▶ **What you should do**
Scan the entries below, and for each line that includes the word "junction", make a copy.

▶ **Supplied material**

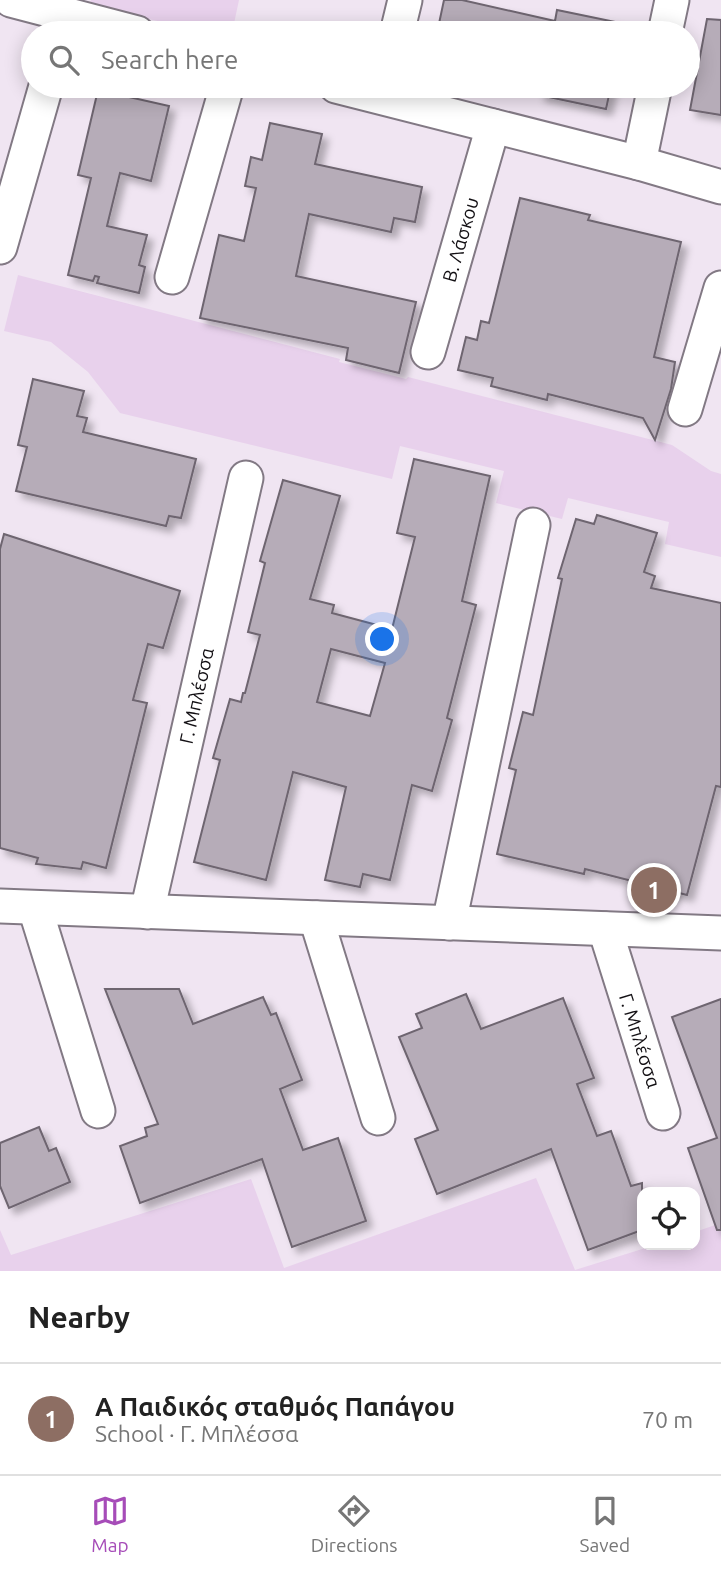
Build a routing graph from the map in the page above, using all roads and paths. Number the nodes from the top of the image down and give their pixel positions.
1 (10, 0) edge
2 (405, 0) edge
3 (672, 0) edge
4 (66, 16) edge
5 (87, 21) edge
6 (400, 21) edge
7 (668, 21) edge
8 (42, 98) edge
9 (224, 98) edge
10 (402, 98) edge
11 (652, 98) edge
12 (493, 126) junction
13 (639, 163) junction
14 (721, 187) edge
15 (6, 201) edge
16 (0, 247) edge
17 (172, 277) dead end
18 (721, 288) edge
19 (428, 352) dead end
20 (685, 409) dead end
21 (246, 478) dead end
22 (533, 525) dead end
23 (0, 906) edge
24 (34, 908) junction
25 (147, 912) junction
26 (316, 918) junction
27 (449, 923) junction
28 (605, 929) junction
29 (721, 933) edge
30 (98, 1111) dead end
31 (663, 1113) dead end
32 (378, 1118) dead end

1 - 4 street
2 - 6 street
3 - 7 street
4 - 5 street
8 - 15 street
9 - 17 street
10 - 12 street
11 - 13 street
12 - 13 street
12 - 19 street, Β. Λάσκου
13 - 14 street
15 - 16 street
18 - 20 street
21 - 25 street, Γ. Μπλέσσα
22 - 27 street
23 - 24 street
24 - 25 street
24 - 30 street
25 - 26 street
26 - 27 street
26 - 32 street
27 - 28 street
28 - 29 street
28 - 31 street, Γ. Μπλέσσα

▶ **Expected answer**
12 (493, 126) junction
13 (639, 163) junction
24 (34, 908) junction
25 (147, 912) junction
26 (316, 918) junction
27 (449, 923) junction
28 (605, 929) junction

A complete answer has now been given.